Umam mengkritisi sikap denial pemerintah sejak merebaknya covid-19  yang berimplikasi cukup serius terhadap strategi penanganan wabah. “Dalam bentuk kebijakan dan pergantian rantai komando penanganan covid yang membuat masyarakat kebingungan karena beberapa kebijakan yang bertentangan satu dan lain hal.” Katanya.  

Meskipun keberhasilan meredam gejolak dampak covid 19 dibandingkan kerusuhan yang kini terjadi di Eropa, Umam menyatakan adanya sejumlah masalah tetap yang belum terselesaikan.

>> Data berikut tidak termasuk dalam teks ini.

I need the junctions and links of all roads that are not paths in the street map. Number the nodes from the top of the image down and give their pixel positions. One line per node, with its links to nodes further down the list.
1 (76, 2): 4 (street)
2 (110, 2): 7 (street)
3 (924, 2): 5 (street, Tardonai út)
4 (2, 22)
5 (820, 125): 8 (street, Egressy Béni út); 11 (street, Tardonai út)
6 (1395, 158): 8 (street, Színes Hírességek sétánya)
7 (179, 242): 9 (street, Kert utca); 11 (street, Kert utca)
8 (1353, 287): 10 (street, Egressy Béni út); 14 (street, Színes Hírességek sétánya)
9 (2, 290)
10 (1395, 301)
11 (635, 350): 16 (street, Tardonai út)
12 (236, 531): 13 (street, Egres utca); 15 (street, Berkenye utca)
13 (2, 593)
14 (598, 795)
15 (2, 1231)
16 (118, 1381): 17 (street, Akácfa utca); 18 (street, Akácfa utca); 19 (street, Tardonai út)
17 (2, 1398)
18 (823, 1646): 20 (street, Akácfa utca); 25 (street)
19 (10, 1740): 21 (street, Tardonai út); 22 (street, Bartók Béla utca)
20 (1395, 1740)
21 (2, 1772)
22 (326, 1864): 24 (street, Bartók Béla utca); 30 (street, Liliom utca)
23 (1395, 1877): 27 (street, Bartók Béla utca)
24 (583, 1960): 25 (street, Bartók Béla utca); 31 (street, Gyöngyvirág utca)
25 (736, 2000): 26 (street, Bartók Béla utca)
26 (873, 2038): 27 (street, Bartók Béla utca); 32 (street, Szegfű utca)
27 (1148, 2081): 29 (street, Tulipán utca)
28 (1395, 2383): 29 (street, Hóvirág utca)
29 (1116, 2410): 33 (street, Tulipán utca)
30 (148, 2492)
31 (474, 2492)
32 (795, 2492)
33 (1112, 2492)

Ia mencontohkan masih tidak nyambungnya leadership dengan followership, banyaknya kepala daerah yang cenderung memanipulasi data korban wabah demi prestise agar terbebas dari tekanan politik, masih terjadi di level daerah.

“Itu adalah konteks kebijakan yang tidak didasarkan pada orientasi kebijakan itu sendiri. Tetapi menggunakan paradigma politics based policy atau kebijakan yang lebih menitik beratkan pada kalkulasi kepentingan politik. Sehingga konteks problem solving dan public delivery service kurang nyambung. Hal itu perlu menjadi catatan agar ancaman gelombang ke 3 dapat diminimalisir.” Kata Umam.

Umam juga mengungkapkan hal cukup serius dari kejatuhan sektor UMKM setelah terkena dampak covid 19. “Sektor UMKM yang kebal dari dua kali krisis pada 1998 dan 2008 dan menyumbang 90% tenaga kerja serta 67%-an persen PDB, terjadi penurunan sisi permintaan secara drastis akibat melemahnya daya beli masyarakat.

“Implikasinya juga terjadi pada supply chain pasokan barang dan juga sumber modal usaha. Yang bisa disampaikan adalah perlunya transparansi, akuntabilitas dan ketepatan kebijakan terutama terkait konteks dana PEN (Penyelamatan Ekonomi Nasional) dan bansos yang seharusnya tepat sasaran untuk menyelamatkan denyut ekonomi rakyat.” Katanya.

Terkait kasus PCR Umam meminta KPK untuk menyikapi sebagaimana ketika menangani kasus Lutfi Hasan Ishak /LHI (kasus daging sapi impor) – di mana KPK harus menuntut pihak-pihak yang seolah-olah ignorance (tidak mau tahu) padahal telah sangat merugikan kepentingan publik dalam konteks kesehatan nasional.

“Untuk itu, dalam kasus PCR yang semula ditarif Rp700-800 ribu dan sekarang tiba-tiba bisa turun sampai Rp200 ribu saja, terdapat gap harga yang begitu besar jika dikalikan sekian banyak konsumen. Amat sangat kasat mata adanya masalah.” Katanya.